What to produce — Write every record below out exactly; no images.

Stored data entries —
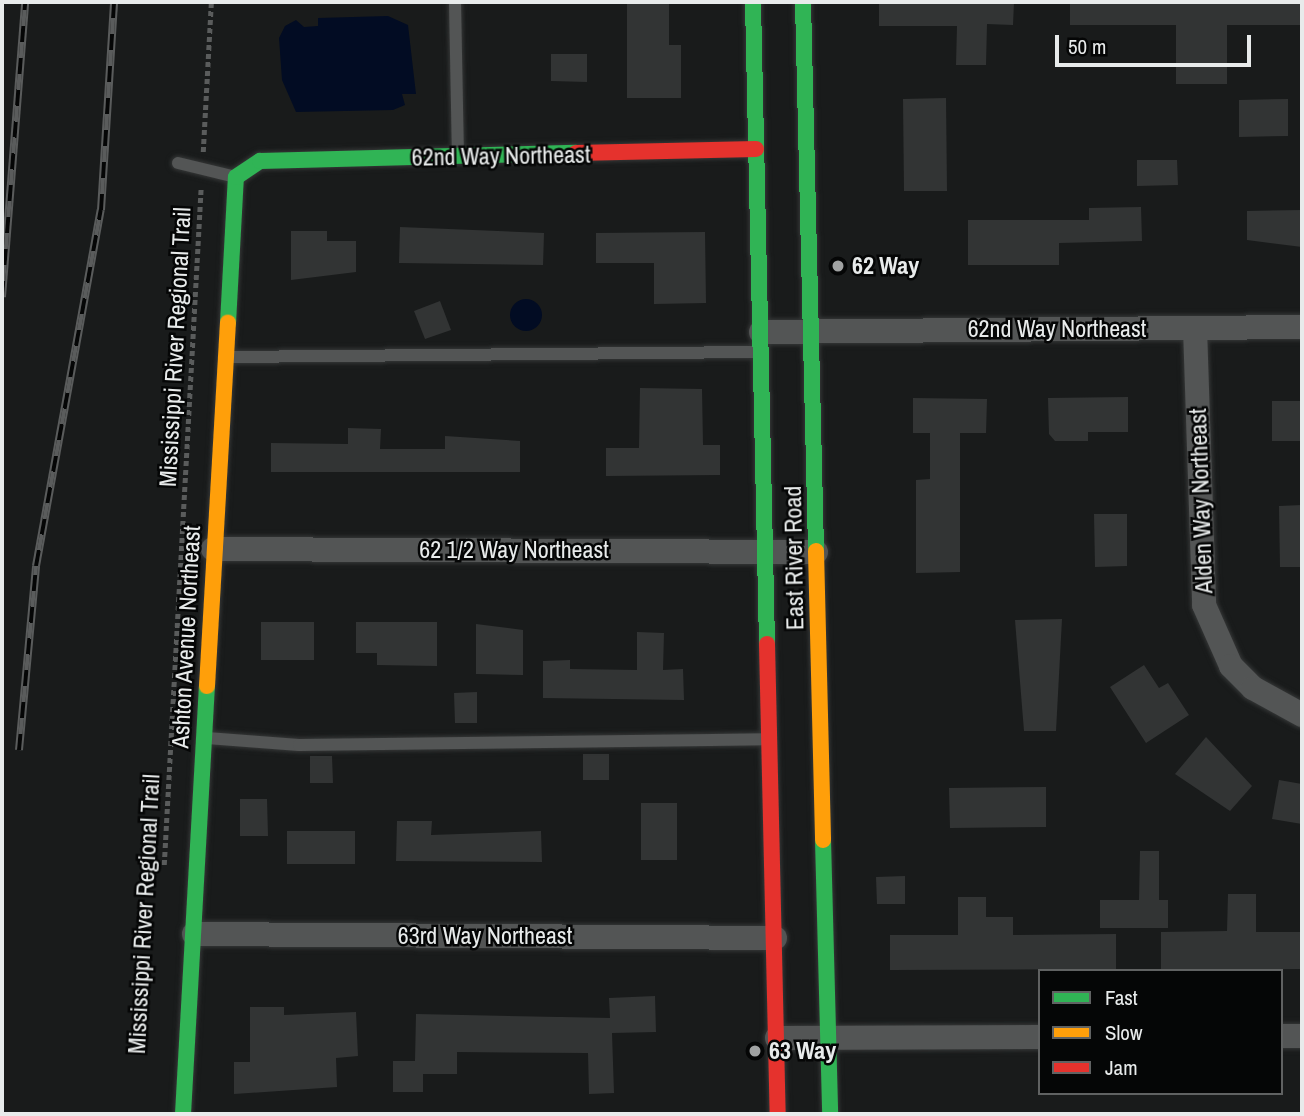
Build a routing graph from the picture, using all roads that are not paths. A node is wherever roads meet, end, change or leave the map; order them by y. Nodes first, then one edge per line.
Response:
1 (455, 2) edge
2 (753, 2) edge
3 (803, 2) edge
4 (756, 149) junction
5 (458, 157) junction
6 (178, 163) dead end
7 (241, 171) junction
8 (1302, 327) edge
9 (1195, 328) junction
10 (813, 330) junction
11 (761, 342) junction
12 (223, 357) junction
13 (213, 548) junction
14 (765, 552) junction
15 (816, 552) junction
16 (1302, 715) edge
17 (204, 738) junction
18 (770, 738) junction
19 (194, 934) junction
20 (775, 938) junction
21 (1283, 1036) edge
22 (1302, 1036) edge
23 (1038, 1037) edge
24 (777, 1038) junction
25 (828, 1038) junction
26 (183, 1114) edge
27 (778, 1114) edge
28 (830, 1114) edge

1 - 5 lane
2 - 4 main road, East River Road
3 - 10 main road, East River Road
4 - 5 main road, 62nd Way Northeast
4 - 11 main road, East River Road
5 - 7 main road, 62nd Way Northeast
6 - 7 lane
7 - 12 main road, Ashton Avenue Northeast
8 - 9 street, 62nd Way Northeast
9 - 10 street, 62nd Way Northeast
9 - 16 street, Alden Way Northeast
10 - 11 street, 62nd Way Northeast
10 - 15 main road, East River Road
11 - 12 lane
11 - 14 main road, East River Road
12 - 13 main road, Ashton Avenue Northeast
13 - 14 street, 62 1/2 Way Northeast
13 - 17 main road, Ashton Avenue Northeast
14 - 15 street, 62 1/2 Way Northeast
14 - 18 main road, East River Road
15 - 25 main road, East River Road
17 - 18 lane
17 - 19 main road, Ashton Avenue Northeast
18 - 20 main road, East River Road
19 - 20 street, 63rd Way Northeast
19 - 26 main road, Ashton Avenue Northeast
20 - 24 main road, East River Road
21 - 22 street
23 - 25 street
24 - 25 street
24 - 27 main road, East River Road
25 - 28 main road, East River Road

Task output —
Build a routing graph from the picture, using all roads that are not paths. A node is wherever roads meet, end, change or leave the map; order them by y. Nodes first, then one edge per line.
Response:
1 (455, 2) edge
2 (753, 2) edge
3 (803, 2) edge
4 (756, 149) junction
5 (458, 157) junction
6 (178, 163) dead end
7 (241, 171) junction
8 (1302, 327) edge
9 (1195, 328) junction
10 (813, 330) junction
11 (761, 342) junction
12 (223, 357) junction
13 (213, 548) junction
14 (765, 552) junction
15 (816, 552) junction
16 (1302, 715) edge
17 (204, 738) junction
18 (770, 738) junction
19 (194, 934) junction
20 (775, 938) junction
21 (1283, 1036) edge
22 (1302, 1036) edge
23 (1038, 1037) edge
24 (777, 1038) junction
25 (828, 1038) junction
26 (183, 1114) edge
27 (778, 1114) edge
28 (830, 1114) edge

1 - 5 lane
2 - 4 main road, East River Road
3 - 10 main road, East River Road
4 - 5 main road, 62nd Way Northeast
4 - 11 main road, East River Road
5 - 7 main road, 62nd Way Northeast
6 - 7 lane
7 - 12 main road, Ashton Avenue Northeast
8 - 9 street, 62nd Way Northeast
9 - 10 street, 62nd Way Northeast
9 - 16 street, Alden Way Northeast
10 - 11 street, 62nd Way Northeast
10 - 15 main road, East River Road
11 - 12 lane
11 - 14 main road, East River Road
12 - 13 main road, Ashton Avenue Northeast
13 - 14 street, 62 1/2 Way Northeast
13 - 17 main road, Ashton Avenue Northeast
14 - 15 street, 62 1/2 Way Northeast
14 - 18 main road, East River Road
15 - 25 main road, East River Road
17 - 18 lane
17 - 19 main road, Ashton Avenue Northeast
18 - 20 main road, East River Road
19 - 20 street, 63rd Way Northeast
19 - 26 main road, Ashton Avenue Northeast
20 - 24 main road, East River Road
21 - 22 street
23 - 25 street
24 - 25 street
24 - 27 main road, East River Road
25 - 28 main road, East River Road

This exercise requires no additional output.